Apache won't start, in version 2.4.10 (trusty-backports) update

Hi,
the recent update was only a security fix [1] that seems totally unrelated.

The conf file in your error /etc/apache2/mods-enabled/authz_svn.load is actually from
libapache2-mod-svn out of src:subversion.
All it does is loading /usr/lib/apache2/modules/mod_authz_svn.so and that fails in your case with:
  Cannot load /usr/lib/apache2/modules/mod_authz_svn.so into server:
  /usr/lib/apache2/modules/mod_authz_svn.so: undefined symbol: ap_hook_force_authn

First I tried the non-backport versions of
apache2 2.4.7-1ubuntu4.20
libapache2-mod-svn 1.8.8-1ubuntu3.3
They work fine (I ensured with a2enmod authz_svn that it is loaded.

Maybe the backports-apache is not binary compatible with the plugins built for the actual apache2 in the archive?
I upgraded to the version in trusty-backports and can confirm the issue:
apache2: Syntax error on line 140 of /etc/apache2/apache2.conf: Syntax error on line 2 of /etc/apache2/mods-enabled/authz_svn.load: Cannot load /usr/lib/apache2/modules/mod_authz_svn.so into server: /usr/lib/apache2/modules/mod_authz_svn.so: undefined symbol: ap_hook_force_authn
Action 'configtest' failed.

Usually the resolution would be to rebuild subversion against the newer apache, but while it might help -backports this would break the "actual" apache in main.

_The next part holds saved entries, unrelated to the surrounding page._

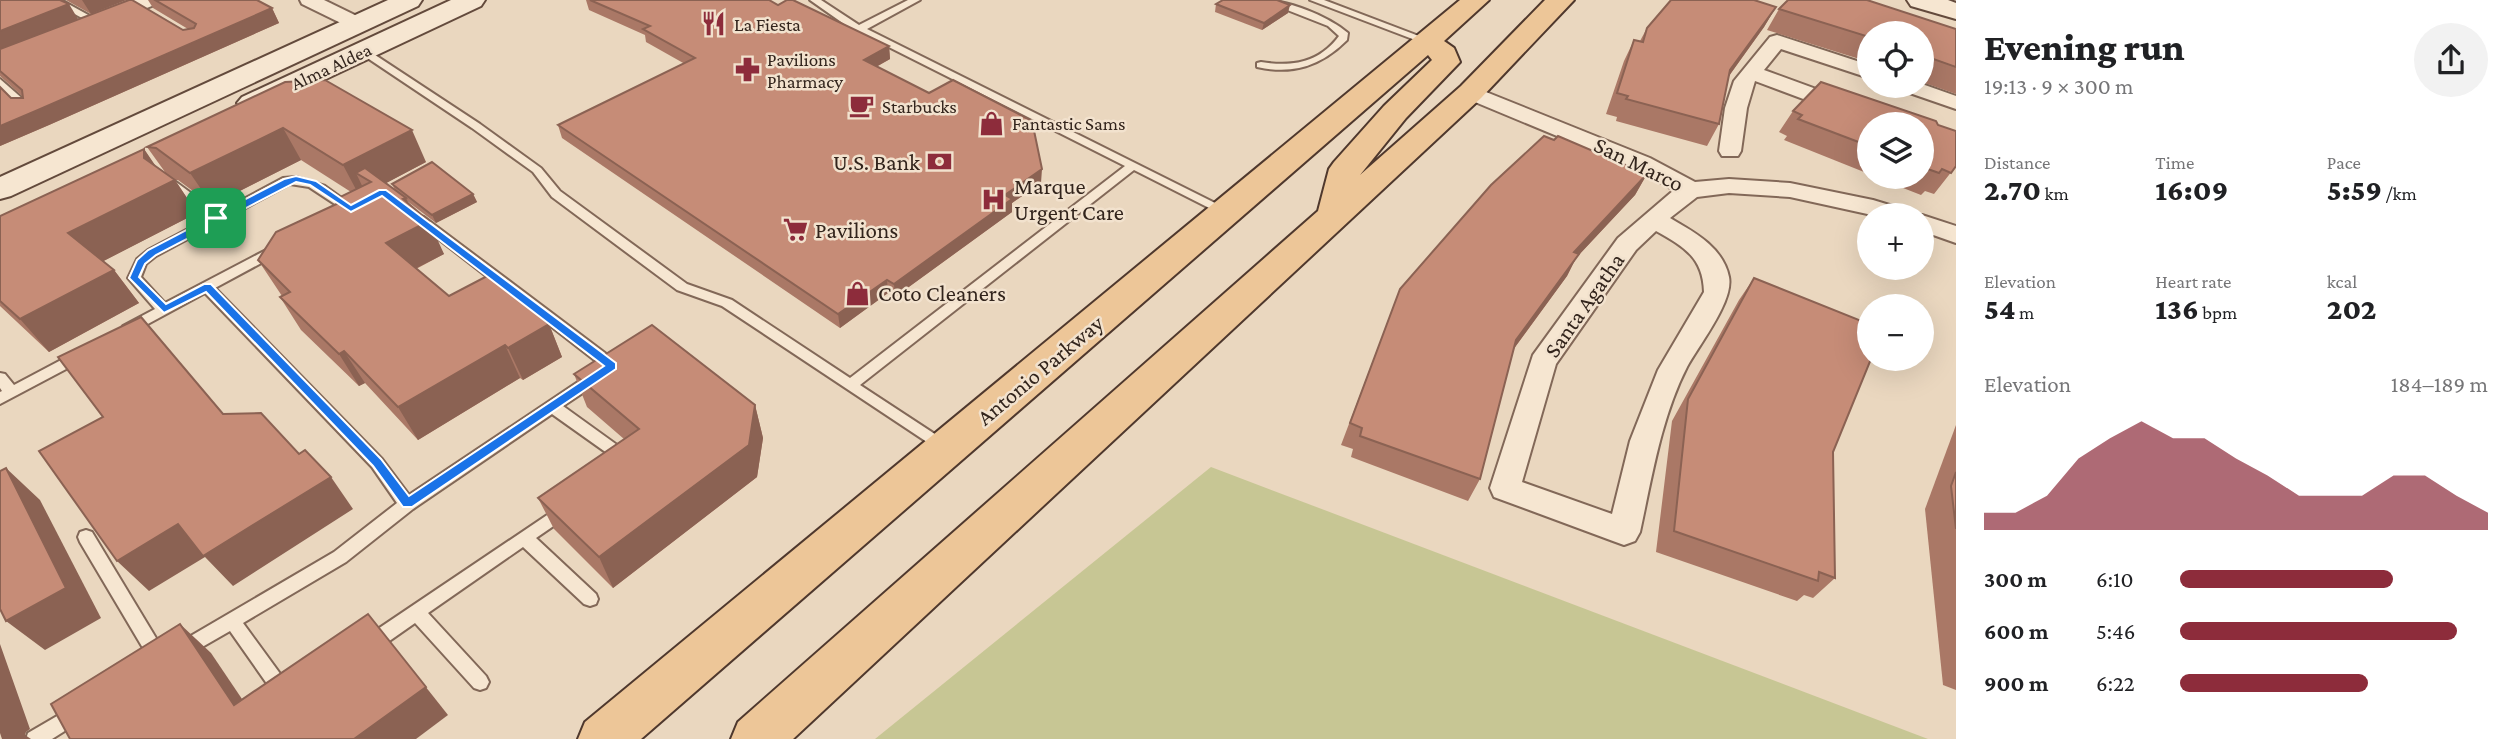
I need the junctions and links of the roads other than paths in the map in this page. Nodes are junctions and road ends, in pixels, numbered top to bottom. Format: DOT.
graph roads {
  1 [pos="54,0"];
  2 [pos="309,0"];
  3 [pos="409,0"];
  4 [pos="472,0"];
  5 [pos="815,0"];
  6 [pos="915,0"];
  7 [pos="1268,0"];
  8 [pos="1315,0"];
  9 [pos="1476,0"];
  10 [pos="1561,0"];
  11 [pos="1920,0"];
  12 [pos="145,6"];
  13 [pos="1956,11"];
  14 [pos="96,22"];
  15 [pos="861,28"];
  16 [pos="72,31"];
  17 [pos="359,37"];
  18 [pos="1427,41"];
  19 [pos="1261,65"];
  20 [pos="1857,68"];
  21 [pos="1751,73"];
  22 [pos="0,82"];
  23 [pos="1471,92"];
  24 [pos="1934,95"];
  25 [pos="1956,103"];
  26 [pos="28,109"];
  27 [pos="1857,112"];
  28 [pos="226,116"];
  29 [pos="1730,151"];
  30 [pos="1133,165"];
  31 [pos="172,185"];
  32 [pos="1691,190"];
  33 [pos="6,203"];
  34 [pos="1857,203"];
  35 [pos="404,208"];
  36 [pos="350,209"];
  37 [pos="1227,212"];
  38 [pos="1334,213"];
  39 [pos="216,218"];
  40 [pos="1654,219"];
  41 [pos="1934,227"];
  42 [pos="1956,235"];
  43 [pos="291,241"];
  44 [pos="207,286"];
  45 [pos="164,310"];
  46 [pos="117,335"];
  47 [pos="94,348"];
  48 [pos="0,378"];
  49 [pos="850,385"];
  50 [pos="6,396"];
  51 [pos="553,407"];
  52 [pos="946,449"];
  53 [pos="620,471"];
  54 [pos="578,500"];
  55 [pos="407,504"];
  56 [pos="86,537"];
  57 [pos="524,537"];
  58 [pos="590,599"];
  59 [pos="416,612"];
  60 [pos="232,621"];
  61 [pos="353,656"];
  62 [pos="480,682"];
  63 [pos="300,693"];
  64 [pos="92,705"];
  65 [pos="35,739"];
  66 [pos="603,739"];
  67 [pos="755,739"];
  1 -- 14 [label="lane"];
  2 -- 17 [label="street"];
  3 -- 17 [label="main road, Alma Aldea"];
  4 -- 17 [label="main road, Alma Aldea"];
  5 -- 15 [label="lane"];
  6 -- 15 [label="lane"];
  7 -- 19 [label="lane"];
  8 -- 18 [label="lane"];
  9 -- 18 [label="main road, Antonio Parkway"];
  10 -- 23 [label="main road"];
  11 -- 13 [label="main road"];
  12 -- 14 [label="street"];
  14 -- 16 [label="street"];
  15 -- 30 [label="lane"];
  17 -- 28 [label="main road, Alma Aldea"];
  17 -- 33 [label="main road, Alma Aldea"];
  17 -- 33 [label="main road, Alma Aldea"];
  17 -- 49 [label="lane"];
  18 -- 37 [label="main road, Antonio Parkway"];
  18 -- 38 [label="main road"];
  20 -- 21 [label="street"];
  21 -- 27 [label="street"];
  21 -- 29 [label="street"];
  22 -- 26 [label="lane"];
  23 -- 32 [label="street, San Marco"];
  23 -- 38 [label="main road"];
  24 -- 25 [label="street"];
  30 -- 37 [label="lane"];
  30 -- 49 [label="lane"];
  31 -- 39 [label="lane"];
  32 -- 34 [label="street, San Marco"];
  32 -- 40 [label="street, Santa Agatha"];
  35 -- 51 [label="lane"];
  36 -- 39 [label="lane"];
  37 -- 52 [label="main road, Antonio Parkway"];
  38 -- 67 [label="main road"];
  39 -- 45 [label="lane"];
  40 -- 40 [label="street, Santa Agatha"];
  41 -- 42 [label="street"];
  43 -- 44 [label="lane"];
  44 -- 45 [label="lane"];
  44 -- 55 [label="lane"];
  45 -- 46 [label="lane"];
  47 -- 50 [label="lane"];
  48 -- 50 [label="lane"];
  49 -- 52 [label="lane"];
  51 -- 53 [label="lane"];
  51 -- 55 [label="lane"];
  52 -- 66 [label="main road, Antonio Parkway"];
  54 -- 57 [label="lane"];
  55 -- 60 [label="lane"];
  56 -- 60 [label="lane"];
  57 -- 58 [label="lane"];
  57 -- 59 [label="lane"];
  59 -- 61 [label="lane"];
  59 -- 62 [label="lane"];
  60 -- 63 [label="lane"];
  64 -- 65 [label="lane"];
}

I found that the version in the main archive is fixed or better modified to do all that.
See [2] for that change

Since then the apache2 in main has that new API and deprecated the old inseucre one.
Any later rebuild to subversion will have made it pick up that.
That would have been [4] shortly after.
The apache2 in backports most likely would need that change as well to get backports and main archive matching again.

I can say that the patch would somewhat apply to the version in backports, but have not enugh subject matter expertise to be sure.
$ patch --dry-run -p1 < /tmp/CVE-2015-3185.patch
checking file include/http_request.h
Hunk #2 succeeded at 541 with fuzz 1.
Hunk #3 succeeded at 596 (offset 2 lines).
checking file server/request.c

I'm afraid the apache in trusty-backports is broken (as you reported - thanks for the report BTW), not by the last upload but by a version incompatibility.
There could be more plugins that won't load if they got rebuild and use the new API/ABI.
Due to the nature of the change that mostly will be auth plugins.

Someone would need to prep an upload for that in Backports [4] for that.
Sorry I currently don't have the cycles to do so, but maybe the analysis helps backporters to do it more easily.

For the time being, I installed all other libapache2-mod-auth* and it seems only the subversion plugin is affected for now. So if you don't rely on that, maybe just remove that for now?

[1]: https://git.launchpad.net/ubuntu/+source/apache2/commit/?id=21979d8ee350ab3df0d24558229be4ce19300cf7
[2]: https://git.launchpad.net/ubuntu/+source/apache2/commit/?id=efd270510e6ed37564d375c950b5365fc7929c3e
[3]: https://launchpad.net/ubuntu/+source/subversion/1.8.8-1ubuntu3.1
[4]: https://help.ubuntu.com/community/UbuntuBackports

prio low due to "only" affecting -backports

I was not able to downgrade (force version) in synaptic apache2, though selected it did nothing. So I had to remove:
apache2
apache2-mpm-prefork
libapache2-mod-php5
virtualmin-lamp-stack

I could not reinstall as I got these errors:
apache2:
  Depends: apache2-bin (=2.4.7-1ubuntu4.20) but 2.4.10-1ubuntu1.1~ubuntu14.04.2 is to be installed
  Depends: apache2-data (=2.4.7-1ubuntu4.20) but 2.4.10-1ubuntu1.1~ubuntu14.04.2 is to be installed
downgrade (force version)

I was able to downgrade (force version), apache2-bin, and apache2-data. Then I was able to reinstall, apache2, apache2-mpm-prefork, libapache2-mod-php5, virtualmin-lamp-stack.
Apache2 started right up after undoing the previous dpkg config done by the backport Apache2 2.4.10-1ubuntu1.1~ubuntu14.04.2 version during the reinstall.